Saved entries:
═══

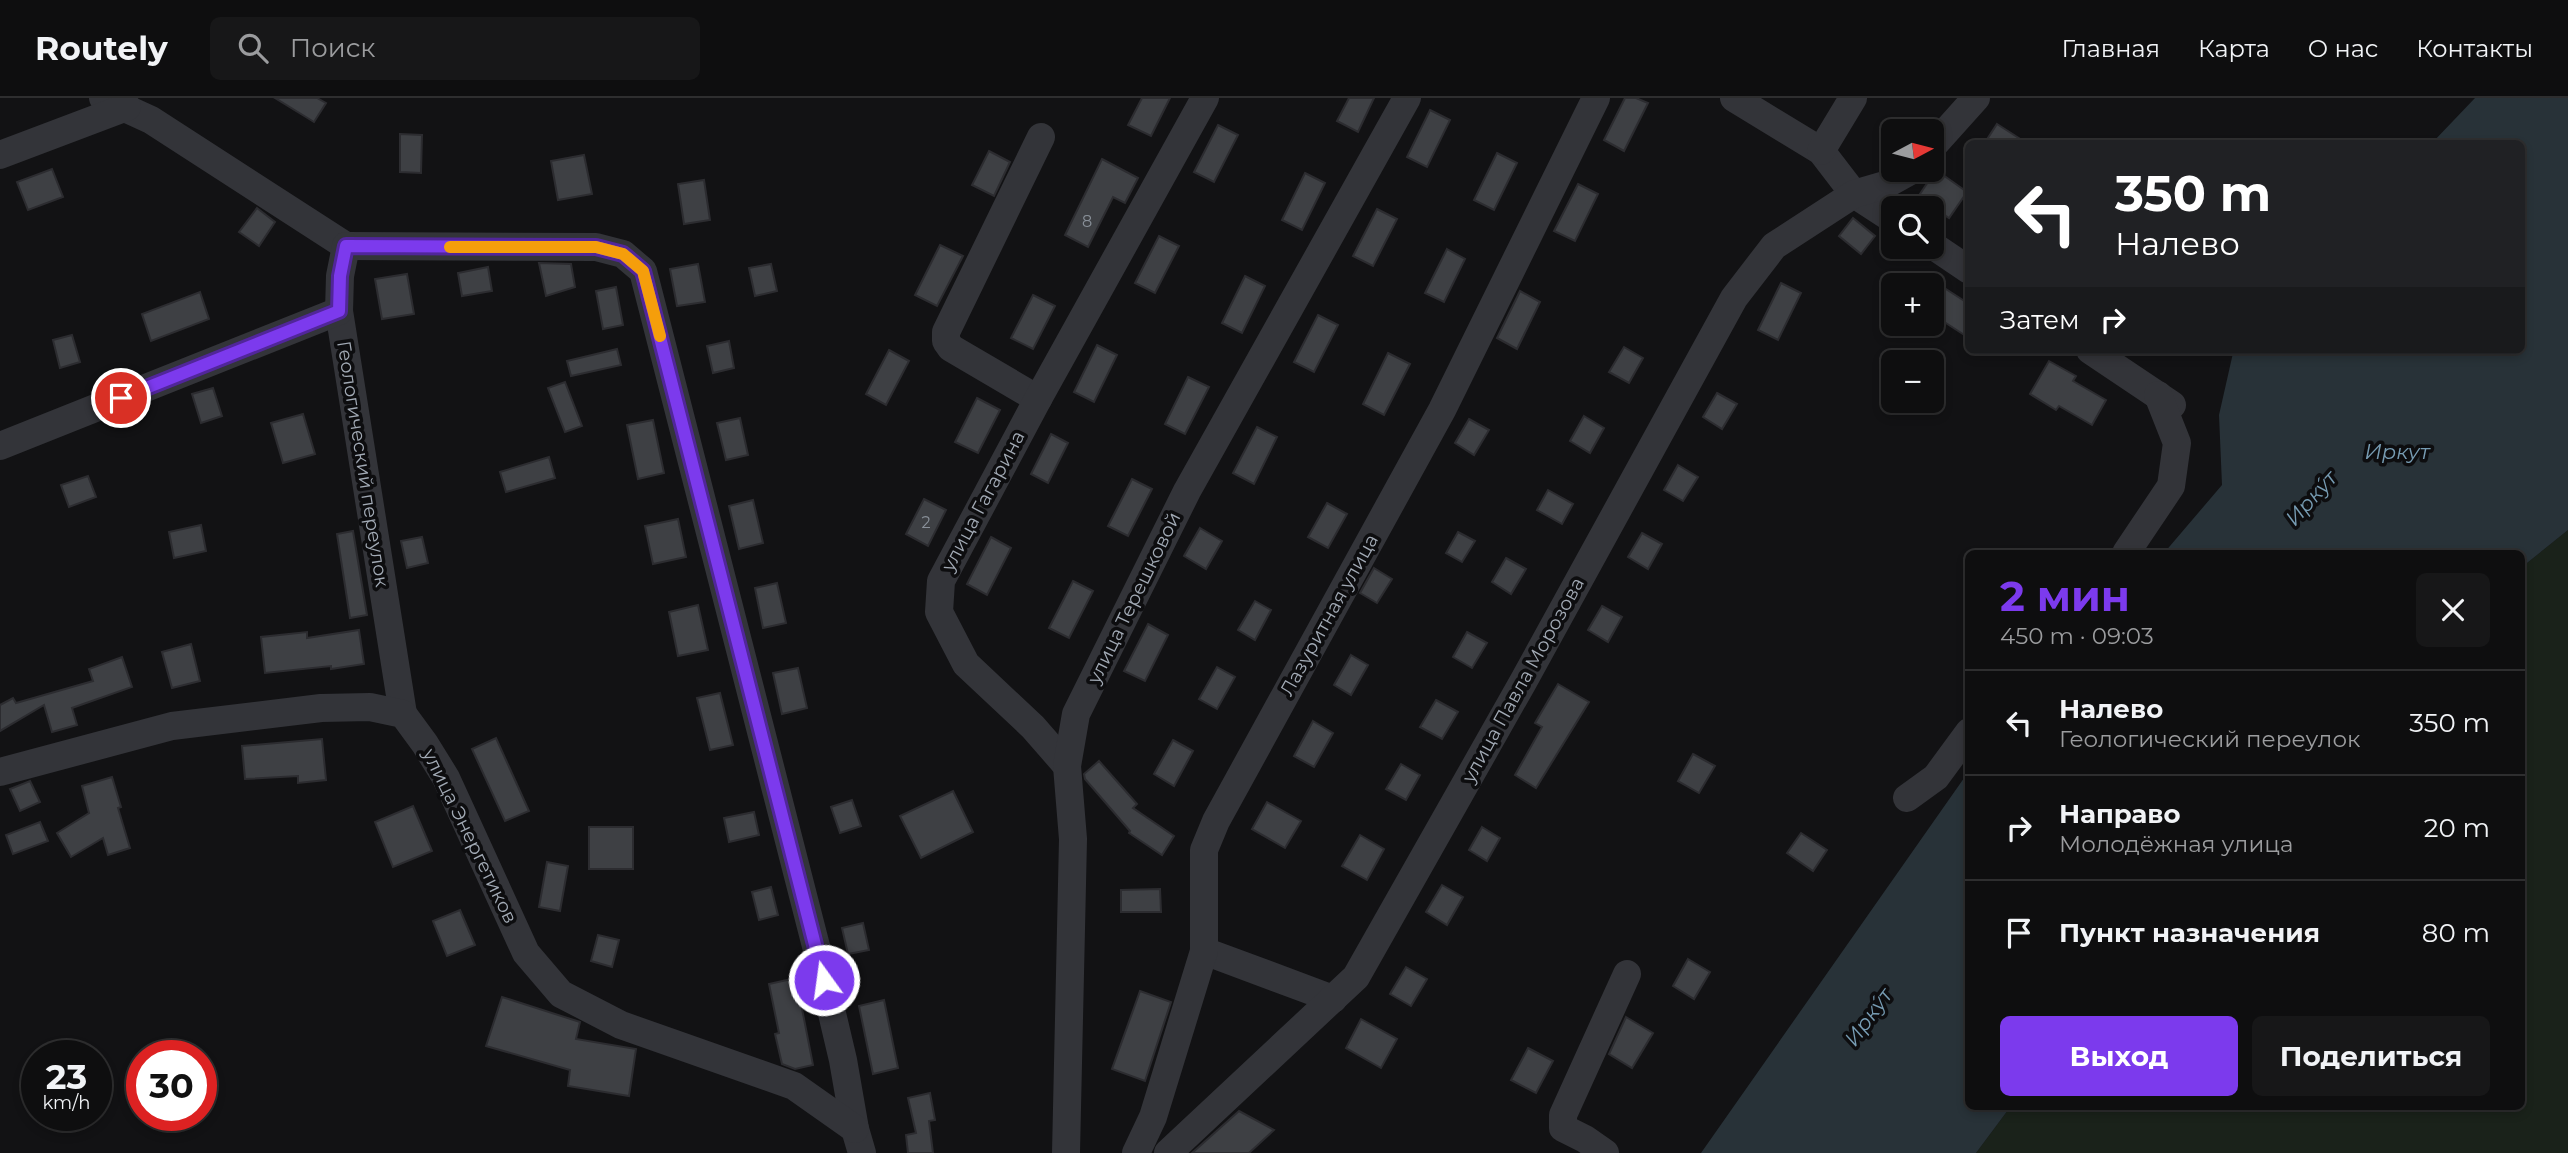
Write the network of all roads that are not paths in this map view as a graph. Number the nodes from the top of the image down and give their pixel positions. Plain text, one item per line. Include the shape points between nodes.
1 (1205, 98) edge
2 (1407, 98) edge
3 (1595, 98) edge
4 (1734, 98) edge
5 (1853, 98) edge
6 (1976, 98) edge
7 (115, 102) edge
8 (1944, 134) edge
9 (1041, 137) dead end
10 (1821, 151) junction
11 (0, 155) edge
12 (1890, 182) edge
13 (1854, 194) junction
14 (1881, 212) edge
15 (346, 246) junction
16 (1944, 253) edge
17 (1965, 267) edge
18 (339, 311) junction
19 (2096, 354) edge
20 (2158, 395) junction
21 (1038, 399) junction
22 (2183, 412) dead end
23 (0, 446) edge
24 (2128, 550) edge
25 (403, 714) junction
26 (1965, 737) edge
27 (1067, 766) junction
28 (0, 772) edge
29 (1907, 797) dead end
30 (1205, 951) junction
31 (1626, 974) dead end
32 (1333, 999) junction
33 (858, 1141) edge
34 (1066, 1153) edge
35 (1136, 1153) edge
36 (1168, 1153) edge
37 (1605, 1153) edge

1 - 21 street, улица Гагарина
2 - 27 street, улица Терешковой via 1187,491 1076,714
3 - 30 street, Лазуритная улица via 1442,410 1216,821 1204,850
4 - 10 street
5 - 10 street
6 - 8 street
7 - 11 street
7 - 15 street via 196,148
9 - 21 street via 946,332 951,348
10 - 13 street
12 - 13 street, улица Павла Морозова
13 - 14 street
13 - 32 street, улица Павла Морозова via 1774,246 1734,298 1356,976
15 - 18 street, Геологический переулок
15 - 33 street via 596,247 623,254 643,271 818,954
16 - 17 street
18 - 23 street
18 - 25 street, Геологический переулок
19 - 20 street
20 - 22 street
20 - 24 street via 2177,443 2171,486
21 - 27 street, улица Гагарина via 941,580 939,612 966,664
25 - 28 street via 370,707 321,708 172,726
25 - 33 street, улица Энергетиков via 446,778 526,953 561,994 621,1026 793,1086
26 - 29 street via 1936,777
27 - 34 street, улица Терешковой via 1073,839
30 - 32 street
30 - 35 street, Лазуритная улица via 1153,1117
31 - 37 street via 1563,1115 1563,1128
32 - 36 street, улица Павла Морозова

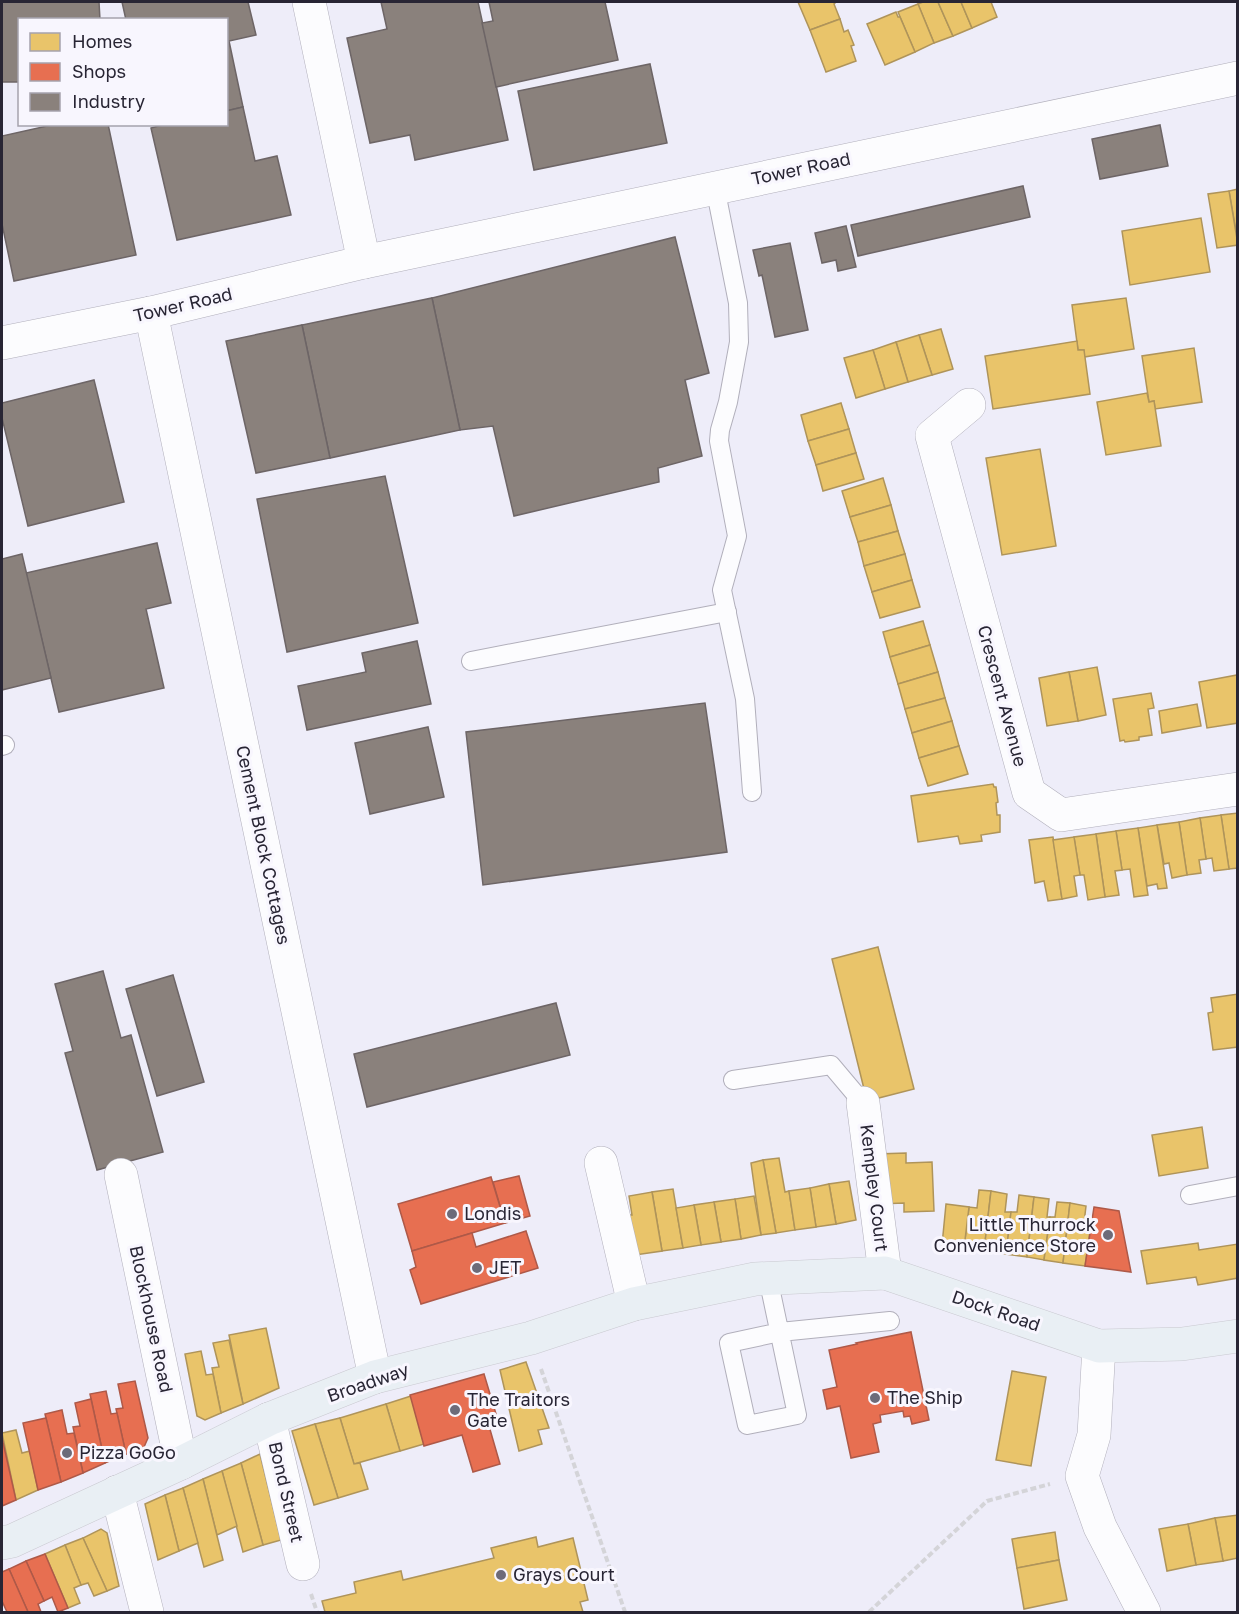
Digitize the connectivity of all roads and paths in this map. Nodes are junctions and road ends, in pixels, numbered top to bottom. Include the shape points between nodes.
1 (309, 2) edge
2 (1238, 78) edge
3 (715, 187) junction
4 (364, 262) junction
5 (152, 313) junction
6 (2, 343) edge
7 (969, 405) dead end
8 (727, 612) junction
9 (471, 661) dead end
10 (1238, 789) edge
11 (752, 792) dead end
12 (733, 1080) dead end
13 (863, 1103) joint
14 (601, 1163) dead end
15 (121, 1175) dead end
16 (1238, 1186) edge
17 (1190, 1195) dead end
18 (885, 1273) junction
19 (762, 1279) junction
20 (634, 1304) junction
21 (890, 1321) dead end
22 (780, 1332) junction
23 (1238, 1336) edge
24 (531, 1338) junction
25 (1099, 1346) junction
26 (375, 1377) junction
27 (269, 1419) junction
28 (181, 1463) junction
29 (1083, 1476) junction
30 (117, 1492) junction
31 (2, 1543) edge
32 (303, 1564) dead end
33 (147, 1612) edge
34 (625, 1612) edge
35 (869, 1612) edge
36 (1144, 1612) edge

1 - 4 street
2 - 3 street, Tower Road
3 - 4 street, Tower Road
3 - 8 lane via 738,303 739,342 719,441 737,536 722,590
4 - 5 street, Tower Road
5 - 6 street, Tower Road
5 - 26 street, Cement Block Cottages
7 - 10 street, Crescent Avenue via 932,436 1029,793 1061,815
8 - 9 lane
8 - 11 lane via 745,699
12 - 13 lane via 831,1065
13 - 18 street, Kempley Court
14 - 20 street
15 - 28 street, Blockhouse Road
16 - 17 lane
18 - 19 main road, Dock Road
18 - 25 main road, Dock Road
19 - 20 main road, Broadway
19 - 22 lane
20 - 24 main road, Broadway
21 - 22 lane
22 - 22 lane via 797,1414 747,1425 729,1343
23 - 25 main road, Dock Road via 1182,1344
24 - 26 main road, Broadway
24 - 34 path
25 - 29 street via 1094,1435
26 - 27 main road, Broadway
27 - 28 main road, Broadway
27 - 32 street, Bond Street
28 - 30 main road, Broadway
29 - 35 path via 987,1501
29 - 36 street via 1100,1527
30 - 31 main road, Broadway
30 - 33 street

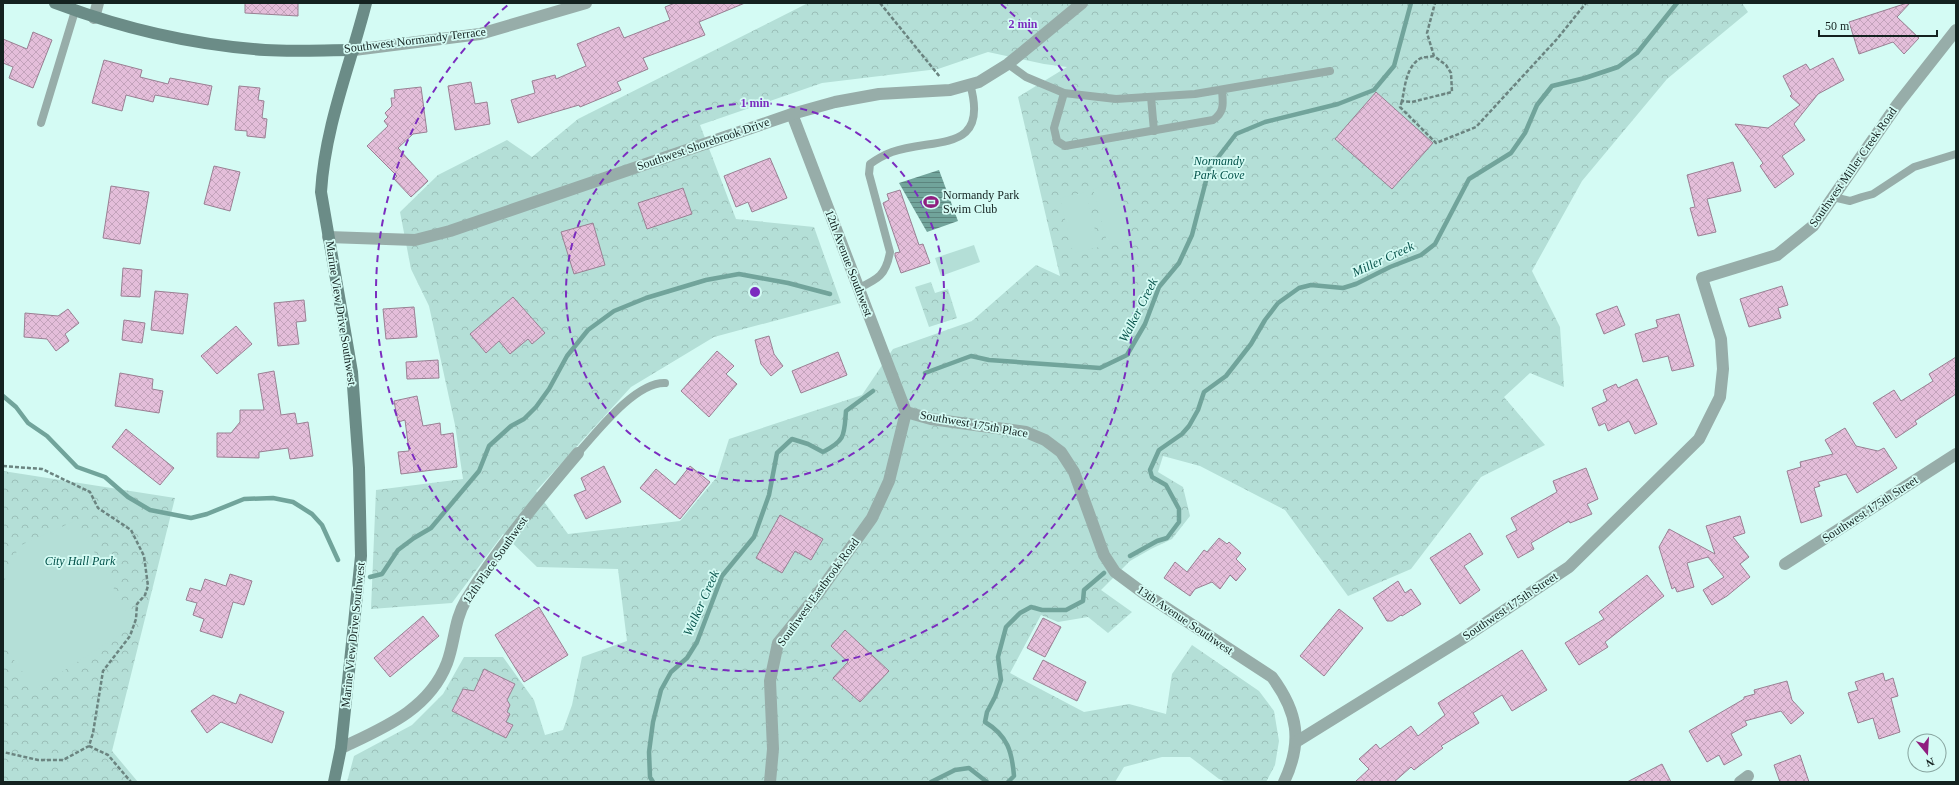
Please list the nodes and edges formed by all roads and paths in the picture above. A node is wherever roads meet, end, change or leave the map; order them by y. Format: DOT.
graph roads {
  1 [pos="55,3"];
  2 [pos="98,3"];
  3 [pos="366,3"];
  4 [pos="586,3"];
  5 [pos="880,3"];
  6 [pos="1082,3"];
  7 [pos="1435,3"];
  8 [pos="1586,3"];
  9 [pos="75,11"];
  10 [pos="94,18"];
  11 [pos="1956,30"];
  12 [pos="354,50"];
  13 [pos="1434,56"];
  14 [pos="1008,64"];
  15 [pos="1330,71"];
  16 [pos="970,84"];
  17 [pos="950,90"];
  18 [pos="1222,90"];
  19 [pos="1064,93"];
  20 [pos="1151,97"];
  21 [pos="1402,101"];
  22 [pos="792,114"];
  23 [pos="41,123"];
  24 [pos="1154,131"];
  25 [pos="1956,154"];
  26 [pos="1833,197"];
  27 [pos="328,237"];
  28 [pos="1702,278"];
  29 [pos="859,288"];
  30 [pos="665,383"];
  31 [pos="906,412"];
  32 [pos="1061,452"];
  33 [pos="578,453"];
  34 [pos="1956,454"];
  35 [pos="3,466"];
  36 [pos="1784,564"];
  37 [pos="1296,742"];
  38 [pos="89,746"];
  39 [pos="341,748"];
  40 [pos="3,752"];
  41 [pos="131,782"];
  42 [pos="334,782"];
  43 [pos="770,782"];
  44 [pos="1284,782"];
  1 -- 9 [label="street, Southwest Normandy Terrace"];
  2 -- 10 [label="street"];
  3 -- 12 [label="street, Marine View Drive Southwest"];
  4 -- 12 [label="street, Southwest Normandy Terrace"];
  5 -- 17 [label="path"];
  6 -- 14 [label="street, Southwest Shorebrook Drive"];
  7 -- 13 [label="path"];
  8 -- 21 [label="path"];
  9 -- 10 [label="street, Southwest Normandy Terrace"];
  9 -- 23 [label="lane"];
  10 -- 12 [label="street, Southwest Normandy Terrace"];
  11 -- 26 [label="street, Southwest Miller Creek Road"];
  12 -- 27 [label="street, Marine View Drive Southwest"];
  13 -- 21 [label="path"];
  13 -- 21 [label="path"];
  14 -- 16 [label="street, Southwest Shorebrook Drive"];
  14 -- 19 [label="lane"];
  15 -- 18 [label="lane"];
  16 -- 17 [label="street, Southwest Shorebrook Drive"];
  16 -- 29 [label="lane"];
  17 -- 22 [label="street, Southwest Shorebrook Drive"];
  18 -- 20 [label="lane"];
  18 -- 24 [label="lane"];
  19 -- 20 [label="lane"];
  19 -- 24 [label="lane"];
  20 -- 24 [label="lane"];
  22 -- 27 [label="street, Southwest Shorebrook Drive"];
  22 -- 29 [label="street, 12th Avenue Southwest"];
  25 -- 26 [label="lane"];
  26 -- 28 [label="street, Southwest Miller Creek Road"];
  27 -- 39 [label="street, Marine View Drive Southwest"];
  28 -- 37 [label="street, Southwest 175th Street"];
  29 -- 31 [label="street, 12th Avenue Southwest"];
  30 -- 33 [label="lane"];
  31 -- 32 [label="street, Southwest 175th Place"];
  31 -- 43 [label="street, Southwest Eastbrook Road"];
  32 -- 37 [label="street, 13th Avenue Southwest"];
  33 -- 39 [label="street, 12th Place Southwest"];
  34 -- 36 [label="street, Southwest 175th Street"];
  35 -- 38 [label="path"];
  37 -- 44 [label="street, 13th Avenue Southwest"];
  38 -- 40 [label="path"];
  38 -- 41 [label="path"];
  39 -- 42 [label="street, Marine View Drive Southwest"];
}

═══

HOW TO COMPLETE THIS TASK:
The expected answer is a copy of each line in the records that holds the word "paths".

RESULT OF THIS TASK:
Write the network of all roads that are not paths in this map view as a graph. Number the nodes from the top of the image down and give their pixel positions. Plain text, one item per line. Include the shape points between nodes.
Digitize the connectivity of all roads and paths in this map. Nodes are junctions and road ends, in pixels, numbered top to bottom. Include the shape points between nodes.
Please list the nodes and edges formed by all roads and paths in the picture above. A node is wherever roads meet, end, change or leave the map; order them by y. Format: DOT.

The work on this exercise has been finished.